One rider opted to take a “shortcut” over the Passo Pordoi back to Alleghe, and Elaine volunteered to accompany her. One rider who wasn’t feeling well got a ride back down in the van of another tour company. For a moment I couldn’t believe I had let that opportunity slip out of my hands. I was really nervous about descending in those wind conditions, and was pretty shattered from the physical and mental effort of the climb, and wasn’t sure I could get through the rest of the day. As happens on a challenging ride sometimes, I was having to spend some time in my dark place.

But I also didn’t want to wimp out–though there was no pressure, I let the peer pressure keep me from dropping out. I also figured that I didn’t know the area as well as Andy did, and if he wasn’t concerned about the conditions ahead, I shouldn’t be either. (Though given our comparative skill levels, he had much less to worry about than I potentially did…)

At any rate, I continued on with the reduced group. I was so focused on staying on my bike as we rode along the lake at the top of the pass, and then started to descend, that I completely forgot to look up at the Marmolada glacier. Also, no photos–I was too cold and demoralized to take photos for a while.

As we descended, the conditions quickly improved. It was still windy, but less so, and without the gusts that had so unnerved me. The descent did not go down nearly as far as the climb up had gone, so that meant that when we started ascending to the 7,200′ Passo Sella, we had much less climbing to do than we had to the shorter Passo Fedaia.

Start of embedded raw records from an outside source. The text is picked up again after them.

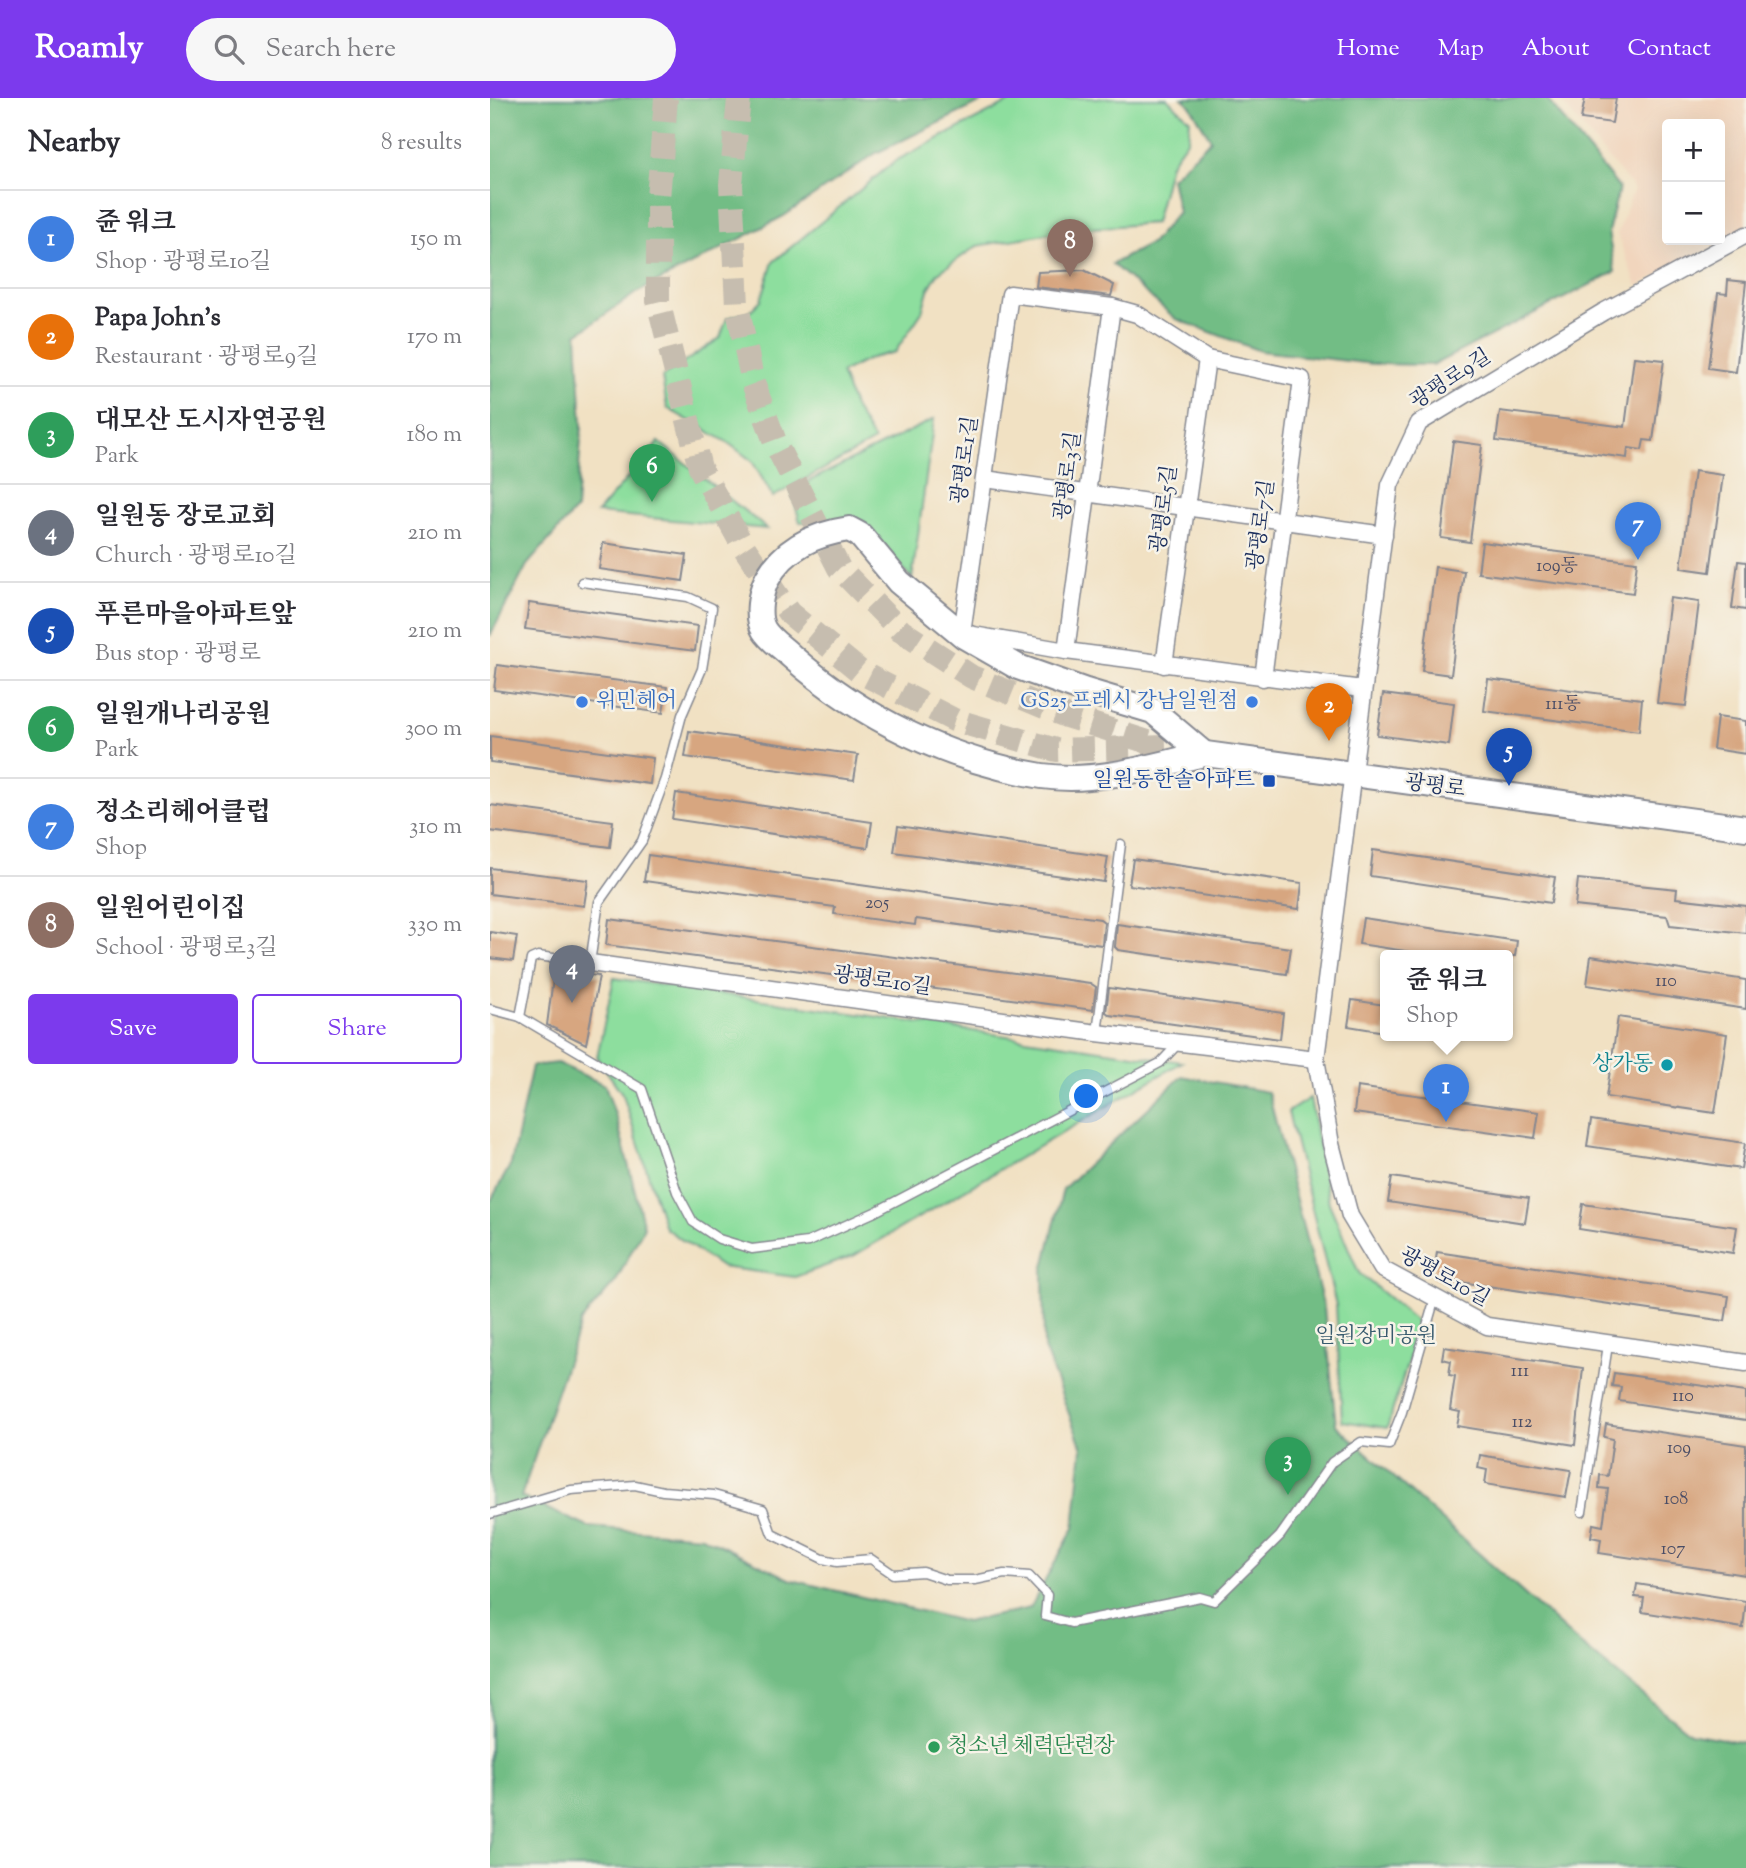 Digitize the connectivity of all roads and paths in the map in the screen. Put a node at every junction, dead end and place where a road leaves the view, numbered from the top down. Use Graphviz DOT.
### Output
graph roads {
  1 [pos="1746,234"];
  2 [pos="1112,307"];
  3 [pos="1207,359"];
  4 [pos="985,479"];
  5 [pos="1088,494"];
  6 [pos="1186,508"];
  7 [pos="1284,522"];
  8 [pos="1384,535"];
  9 [pos="582,582"];
  10 [pos="1066,651"];
  11 [pos="1164,665"];
  12 [pos="1263,678"];
  13 [pos="1362,690"];
  14 [pos="1166,747"];
  15 [pos="1204,754"];
  16 [pos="1351,775"];
  17 [pos="1746,828"];
  18 [pos="1121,844"];
  19 [pos="590,963"];
  20 [pos="490,1009"];
  21 [pos="520,1017"];
  22 [pos="1097,1033"];
  23 [pos="1180,1043"];
  24 [pos="1317,1059"];
  25 [pos="1435,1298"];
  26 [pos="1608,1345"];
  27 [pos="1746,1363"];
  28 [pos="1582,1512"];
  29 [pos="490,1514"];
  1 -- 8 [label="street, 광평로9길"];
  2 -- 3 [label="street"];
  2 -- 4 [label="street, 광평로1길"];
  2 -- 5 [label="street, 광평로3길"];
  3 -- 6 [label="street, 광평로5길"];
  3 -- 7 [label="street, 광평로7길"];
  4 -- 5 [label="street"];
  4 -- 10 [label="street, 광평로1길"];
  5 -- 6 [label="street"];
  5 -- 10 [label="street, 광평로3길"];
  6 -- 7 [label="street"];
  6 -- 11 [label="street, 광평로5길"];
  7 -- 8 [label="street"];
  7 -- 12 [label="street, 광평로7길"];
  8 -- 13 [label="street, 광평로9길"];
  9 -- 19 [label="lane"];
  10 -- 11 [label="street"];
  11 -- 12 [label="street"];
  12 -- 13 [label="street"];
  13 -- 16 [label="street, 광평로9길"];
  14 -- 15 [label="main road, 광평로"];
  15 -- 15 [label="main road"];
  15 -- 16 [label="main road, 광평로"];
  16 -- 17 [label="main road, 광평로"];
  16 -- 24 [label="street, 광평로10길"];
  18 -- 22 [label="lane"];
  19 -- 21 [label="lane, 광평로10길"];
  19 -- 22 [label="street, 광평로10길"];
  20 -- 21 [label="lane"];
  21 -- 23 [label="lane"];
  22 -- 23 [label="street, 광평로10길"];
  23 -- 24 [label="street, 광평로10길"];
  24 -- 25 [label="street, 광평로10길"];
  25 -- 26 [label="street, 광평로10길"];
  25 -- 29 [label="lane"];
  26 -- 27 [label="street, 광평로10길"];
  26 -- 28 [label="lane"];
}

We were in the trees for much of the ascent, so well sheltered, and though it was a hard climb, with steep sections, it seemed shockingly easy after the Fedaia.

I caught Andy and a few other people at the top who were about to descend, so got a couple layers back on as quickly as I could, and went down with them. Then we started up the Passo Gardegna. This was out in the open, and by now, the cold cloudy day had turned sunny, and beautiful.

Moreover, I only had to make it partway up the Gardegna, and then there was promise of Gerardo with lunch laid out for us. Before I even knew it, I was there. There was a great little parking area where our guardian angel had set up a beautiful array of food in a spot slightly sheltered from the wind. I ate, lazed in the sun with my eyes sometimes closed, relaxed, ate some more, admired the view, ate some more, then ate some more… You get the idea.

View from lunch, partway up the Passo Gardegna

View from lunch, partway up the Passo Gardegna

More lunch view. The van with the bike wheels on top is Gerardo's vehicle of magic and happiness.

More lunch view. The van with the bike wheels on top is Gerardo’s vehicle of magic and happiness. This is a good photo to click to embiggen. (I think.)